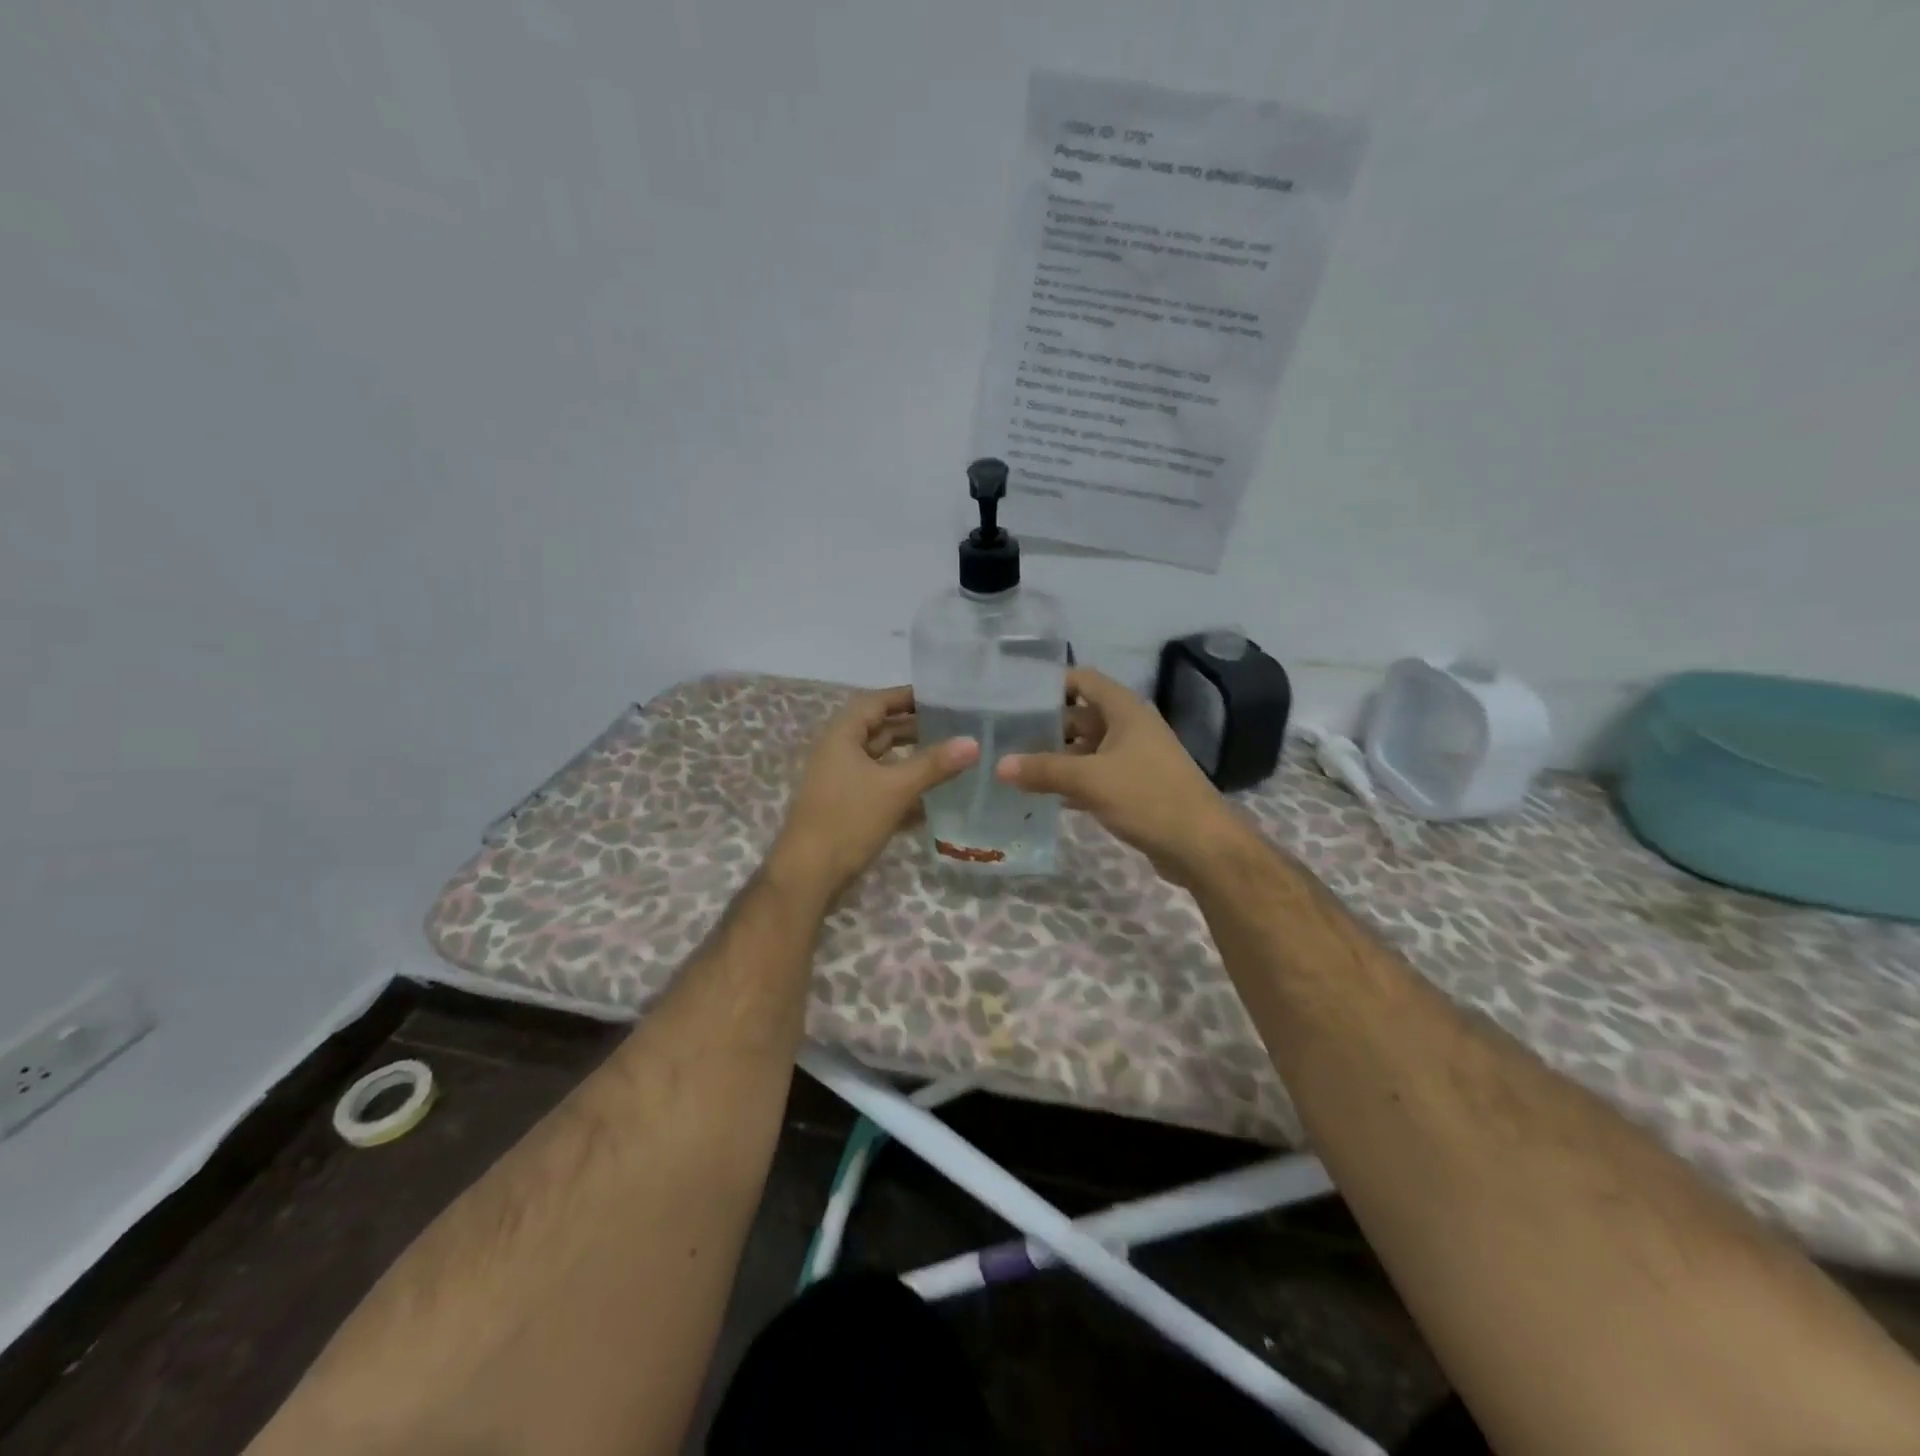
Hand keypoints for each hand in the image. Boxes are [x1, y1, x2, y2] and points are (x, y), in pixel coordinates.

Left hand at [772, 686, 978, 898]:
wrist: (809, 875)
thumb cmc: (848, 820)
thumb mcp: (895, 788)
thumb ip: (934, 764)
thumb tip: (973, 742)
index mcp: (842, 736)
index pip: (876, 702)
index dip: (907, 696)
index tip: (941, 696)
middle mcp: (839, 752)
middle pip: (879, 730)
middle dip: (914, 727)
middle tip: (953, 726)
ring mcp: (842, 781)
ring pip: (881, 760)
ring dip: (911, 757)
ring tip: (949, 756)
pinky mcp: (847, 807)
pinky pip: (880, 786)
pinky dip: (903, 785)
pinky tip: (933, 795)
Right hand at [996, 668, 1250, 883]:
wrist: (1201, 845)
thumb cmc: (1148, 797)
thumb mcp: (1090, 780)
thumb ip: (1043, 770)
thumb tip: (999, 765)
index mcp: (1125, 710)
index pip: (1082, 680)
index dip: (1050, 683)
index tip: (1014, 695)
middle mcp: (1129, 727)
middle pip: (1080, 716)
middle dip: (1045, 726)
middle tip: (1003, 736)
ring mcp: (1133, 758)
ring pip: (1086, 749)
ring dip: (1056, 758)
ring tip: (1014, 766)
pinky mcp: (1134, 787)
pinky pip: (1095, 776)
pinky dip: (1071, 782)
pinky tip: (1042, 796)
□ □ □ □ □
*Task statement*.
Write out, exactly as shown, only the lines running from the one that contains "middle pip: (879, 730)" to the last line above.

*Task answer*.
middle pip: (879, 730)
middle dip: (914, 727)
middle tip: (953, 726)
ring mcp: (842, 781)
ring pip: (881, 760)
ring dip: (911, 757)
ring tip: (949, 756)
pinky mcp: (847, 807)
pinky pip: (880, 786)
pinky dip: (903, 785)
pinky tip: (933, 795)
Right hand at [996, 668, 1250, 883]:
wrist: (1201, 845)
thumb cmc: (1148, 797)
thumb mcp: (1090, 780)
thumb ip: (1043, 770)
thumb tip: (999, 765)
index mcp: (1125, 710)
index pip: (1082, 680)
index dip: (1050, 683)
index tip: (1014, 695)
middle mcp: (1129, 727)
middle pip: (1080, 716)
middle dip: (1045, 726)
middle tip: (1003, 736)
ring mcp: (1133, 758)
ring pip: (1086, 749)
ring dip: (1056, 758)
ring tip: (1014, 766)
pinky mcp: (1134, 787)
pinky pip: (1095, 776)
pinky dip: (1071, 782)
pinky tip: (1042, 796)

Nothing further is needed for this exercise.